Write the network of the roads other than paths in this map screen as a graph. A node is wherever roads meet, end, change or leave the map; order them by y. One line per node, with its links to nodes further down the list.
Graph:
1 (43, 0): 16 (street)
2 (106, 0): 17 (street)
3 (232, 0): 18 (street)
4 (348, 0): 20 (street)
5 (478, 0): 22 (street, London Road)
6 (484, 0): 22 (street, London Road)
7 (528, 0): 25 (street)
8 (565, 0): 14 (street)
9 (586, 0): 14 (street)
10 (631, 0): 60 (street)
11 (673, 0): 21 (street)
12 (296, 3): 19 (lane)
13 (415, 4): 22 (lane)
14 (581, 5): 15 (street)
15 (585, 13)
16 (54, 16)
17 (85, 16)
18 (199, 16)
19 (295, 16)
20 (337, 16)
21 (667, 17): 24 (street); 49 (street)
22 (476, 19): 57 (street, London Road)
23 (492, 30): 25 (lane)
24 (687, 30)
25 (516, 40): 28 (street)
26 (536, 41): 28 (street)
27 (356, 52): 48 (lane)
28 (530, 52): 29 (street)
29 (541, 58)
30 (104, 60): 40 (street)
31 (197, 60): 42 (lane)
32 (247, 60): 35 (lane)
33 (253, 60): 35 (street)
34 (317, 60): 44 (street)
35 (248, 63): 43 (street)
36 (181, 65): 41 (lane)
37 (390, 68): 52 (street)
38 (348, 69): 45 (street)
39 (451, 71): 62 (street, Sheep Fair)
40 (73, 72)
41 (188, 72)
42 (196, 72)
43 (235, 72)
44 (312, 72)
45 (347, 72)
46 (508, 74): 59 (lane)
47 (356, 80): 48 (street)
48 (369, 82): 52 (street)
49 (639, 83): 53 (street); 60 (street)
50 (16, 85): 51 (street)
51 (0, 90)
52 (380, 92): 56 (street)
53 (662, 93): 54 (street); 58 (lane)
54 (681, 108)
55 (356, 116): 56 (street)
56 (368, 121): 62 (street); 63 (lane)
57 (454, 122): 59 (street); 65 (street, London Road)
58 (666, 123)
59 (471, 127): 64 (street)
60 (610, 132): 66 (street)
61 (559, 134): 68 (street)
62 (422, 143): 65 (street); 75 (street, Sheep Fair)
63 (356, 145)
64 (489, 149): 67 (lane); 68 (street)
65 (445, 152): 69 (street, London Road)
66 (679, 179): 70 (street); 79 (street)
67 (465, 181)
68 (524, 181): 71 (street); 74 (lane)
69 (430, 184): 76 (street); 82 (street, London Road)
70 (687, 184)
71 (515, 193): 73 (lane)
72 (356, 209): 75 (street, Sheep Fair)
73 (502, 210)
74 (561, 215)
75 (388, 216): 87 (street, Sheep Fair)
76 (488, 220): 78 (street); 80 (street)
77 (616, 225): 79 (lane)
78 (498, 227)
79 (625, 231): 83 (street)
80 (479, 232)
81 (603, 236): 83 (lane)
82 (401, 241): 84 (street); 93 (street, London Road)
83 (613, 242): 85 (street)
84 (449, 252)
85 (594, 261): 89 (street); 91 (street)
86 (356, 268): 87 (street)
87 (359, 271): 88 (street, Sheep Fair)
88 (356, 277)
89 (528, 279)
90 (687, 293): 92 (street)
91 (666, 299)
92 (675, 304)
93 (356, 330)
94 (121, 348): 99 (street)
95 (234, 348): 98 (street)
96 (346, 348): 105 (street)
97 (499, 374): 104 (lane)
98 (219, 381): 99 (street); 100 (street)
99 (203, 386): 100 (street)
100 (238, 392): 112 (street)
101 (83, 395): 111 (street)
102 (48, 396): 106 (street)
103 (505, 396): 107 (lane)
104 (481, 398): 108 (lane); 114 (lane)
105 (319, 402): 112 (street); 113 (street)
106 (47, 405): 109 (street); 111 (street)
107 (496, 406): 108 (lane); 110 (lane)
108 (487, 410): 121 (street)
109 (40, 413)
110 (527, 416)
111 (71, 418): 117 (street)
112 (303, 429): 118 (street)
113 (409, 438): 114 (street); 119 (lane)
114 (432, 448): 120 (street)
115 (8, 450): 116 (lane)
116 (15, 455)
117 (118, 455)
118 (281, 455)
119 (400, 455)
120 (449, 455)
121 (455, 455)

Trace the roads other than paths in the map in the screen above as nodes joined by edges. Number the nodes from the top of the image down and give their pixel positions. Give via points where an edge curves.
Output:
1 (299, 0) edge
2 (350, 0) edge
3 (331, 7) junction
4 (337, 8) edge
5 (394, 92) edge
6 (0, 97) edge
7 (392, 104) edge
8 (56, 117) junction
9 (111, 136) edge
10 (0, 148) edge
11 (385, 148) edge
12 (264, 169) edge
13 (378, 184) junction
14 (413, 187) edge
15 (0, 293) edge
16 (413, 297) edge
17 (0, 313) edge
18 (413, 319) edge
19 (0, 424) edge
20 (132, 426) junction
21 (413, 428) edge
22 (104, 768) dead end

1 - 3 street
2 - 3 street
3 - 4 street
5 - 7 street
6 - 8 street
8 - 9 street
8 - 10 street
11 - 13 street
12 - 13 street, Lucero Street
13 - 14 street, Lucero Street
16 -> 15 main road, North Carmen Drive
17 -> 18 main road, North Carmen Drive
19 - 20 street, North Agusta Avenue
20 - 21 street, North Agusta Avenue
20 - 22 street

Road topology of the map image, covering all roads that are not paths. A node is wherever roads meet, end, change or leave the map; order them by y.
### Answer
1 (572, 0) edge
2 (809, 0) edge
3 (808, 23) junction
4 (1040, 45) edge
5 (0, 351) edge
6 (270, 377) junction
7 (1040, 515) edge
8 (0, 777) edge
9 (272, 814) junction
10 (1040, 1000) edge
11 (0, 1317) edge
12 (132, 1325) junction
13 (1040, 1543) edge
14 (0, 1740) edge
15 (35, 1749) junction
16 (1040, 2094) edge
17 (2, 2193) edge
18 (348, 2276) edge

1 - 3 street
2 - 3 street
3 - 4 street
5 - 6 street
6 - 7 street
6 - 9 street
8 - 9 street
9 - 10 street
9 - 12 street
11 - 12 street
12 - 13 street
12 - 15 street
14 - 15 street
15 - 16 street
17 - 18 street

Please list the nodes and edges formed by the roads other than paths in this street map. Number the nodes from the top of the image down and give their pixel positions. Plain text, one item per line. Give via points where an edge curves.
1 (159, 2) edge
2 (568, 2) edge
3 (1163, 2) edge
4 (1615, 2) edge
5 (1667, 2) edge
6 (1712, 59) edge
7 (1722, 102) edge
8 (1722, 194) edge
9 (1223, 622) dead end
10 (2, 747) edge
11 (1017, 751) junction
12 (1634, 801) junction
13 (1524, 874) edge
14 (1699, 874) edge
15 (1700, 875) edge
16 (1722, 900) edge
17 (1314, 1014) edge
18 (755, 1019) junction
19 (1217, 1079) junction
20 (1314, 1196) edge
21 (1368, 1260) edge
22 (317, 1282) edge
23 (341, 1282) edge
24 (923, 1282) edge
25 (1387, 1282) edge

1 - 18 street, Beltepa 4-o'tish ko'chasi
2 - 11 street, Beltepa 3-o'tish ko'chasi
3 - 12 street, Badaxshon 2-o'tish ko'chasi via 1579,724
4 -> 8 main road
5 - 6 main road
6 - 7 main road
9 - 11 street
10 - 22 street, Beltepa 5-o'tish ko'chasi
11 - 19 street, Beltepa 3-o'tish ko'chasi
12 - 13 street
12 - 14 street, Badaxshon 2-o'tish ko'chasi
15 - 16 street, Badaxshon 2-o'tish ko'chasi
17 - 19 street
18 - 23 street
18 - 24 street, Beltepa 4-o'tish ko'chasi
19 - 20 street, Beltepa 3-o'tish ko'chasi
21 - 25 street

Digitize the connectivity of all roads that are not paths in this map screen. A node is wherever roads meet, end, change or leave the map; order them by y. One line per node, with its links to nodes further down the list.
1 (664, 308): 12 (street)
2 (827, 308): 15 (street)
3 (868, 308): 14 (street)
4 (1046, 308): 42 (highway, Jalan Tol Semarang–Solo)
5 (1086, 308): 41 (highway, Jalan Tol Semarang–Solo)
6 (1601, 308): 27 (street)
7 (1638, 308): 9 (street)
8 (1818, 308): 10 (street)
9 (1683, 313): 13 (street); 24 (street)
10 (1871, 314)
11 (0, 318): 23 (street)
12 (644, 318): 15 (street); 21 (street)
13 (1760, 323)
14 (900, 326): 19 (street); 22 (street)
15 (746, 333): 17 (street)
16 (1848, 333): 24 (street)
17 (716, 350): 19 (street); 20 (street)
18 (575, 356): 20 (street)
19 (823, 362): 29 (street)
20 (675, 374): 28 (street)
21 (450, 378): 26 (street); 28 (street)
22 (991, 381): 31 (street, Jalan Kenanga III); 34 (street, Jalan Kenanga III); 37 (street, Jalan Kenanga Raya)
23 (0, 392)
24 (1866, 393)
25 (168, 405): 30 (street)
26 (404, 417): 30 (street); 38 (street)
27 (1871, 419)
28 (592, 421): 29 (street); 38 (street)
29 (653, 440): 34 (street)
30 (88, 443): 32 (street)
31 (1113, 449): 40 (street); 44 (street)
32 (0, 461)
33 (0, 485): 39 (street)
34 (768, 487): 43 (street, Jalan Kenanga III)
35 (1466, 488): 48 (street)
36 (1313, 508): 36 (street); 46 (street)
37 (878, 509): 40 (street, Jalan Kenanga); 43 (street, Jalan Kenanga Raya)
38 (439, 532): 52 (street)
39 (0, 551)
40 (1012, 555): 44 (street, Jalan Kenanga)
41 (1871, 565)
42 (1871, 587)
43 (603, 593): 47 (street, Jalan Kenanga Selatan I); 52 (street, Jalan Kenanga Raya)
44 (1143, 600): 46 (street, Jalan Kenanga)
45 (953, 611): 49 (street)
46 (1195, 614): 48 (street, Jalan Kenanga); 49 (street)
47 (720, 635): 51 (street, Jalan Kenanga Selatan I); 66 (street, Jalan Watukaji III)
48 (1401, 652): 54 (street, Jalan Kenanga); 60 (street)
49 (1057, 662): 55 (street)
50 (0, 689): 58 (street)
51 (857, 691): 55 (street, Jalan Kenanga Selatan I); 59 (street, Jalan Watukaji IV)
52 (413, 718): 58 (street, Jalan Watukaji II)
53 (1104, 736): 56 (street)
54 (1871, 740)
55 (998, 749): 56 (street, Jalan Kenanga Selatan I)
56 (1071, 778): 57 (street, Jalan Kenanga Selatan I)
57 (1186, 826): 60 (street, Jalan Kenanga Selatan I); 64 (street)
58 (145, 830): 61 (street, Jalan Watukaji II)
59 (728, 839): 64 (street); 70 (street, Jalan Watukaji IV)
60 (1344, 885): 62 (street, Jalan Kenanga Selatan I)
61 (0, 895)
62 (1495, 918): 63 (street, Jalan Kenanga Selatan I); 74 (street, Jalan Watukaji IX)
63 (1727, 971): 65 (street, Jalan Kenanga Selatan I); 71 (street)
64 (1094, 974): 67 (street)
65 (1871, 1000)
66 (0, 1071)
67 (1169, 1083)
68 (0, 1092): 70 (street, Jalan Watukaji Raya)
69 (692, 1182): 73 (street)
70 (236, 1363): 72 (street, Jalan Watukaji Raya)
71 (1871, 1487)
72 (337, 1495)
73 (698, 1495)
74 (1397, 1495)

^^^^

ASSIGNMENT: Within the listing above, filter for lines holding the string "Number" and copy each one.

ANSWER SECTION:
Trace the roads other than paths in the map in the screen above as nodes joined by edges. Number the nodes from the top of the image down and give their pixel positions. Give via points where an edge curves.
Please list the nodes and edges formed by the roads other than paths in this street map. Number the nodes from the top of the image down and give their pixel positions. Plain text, one item per line. Give via points where an edge curves.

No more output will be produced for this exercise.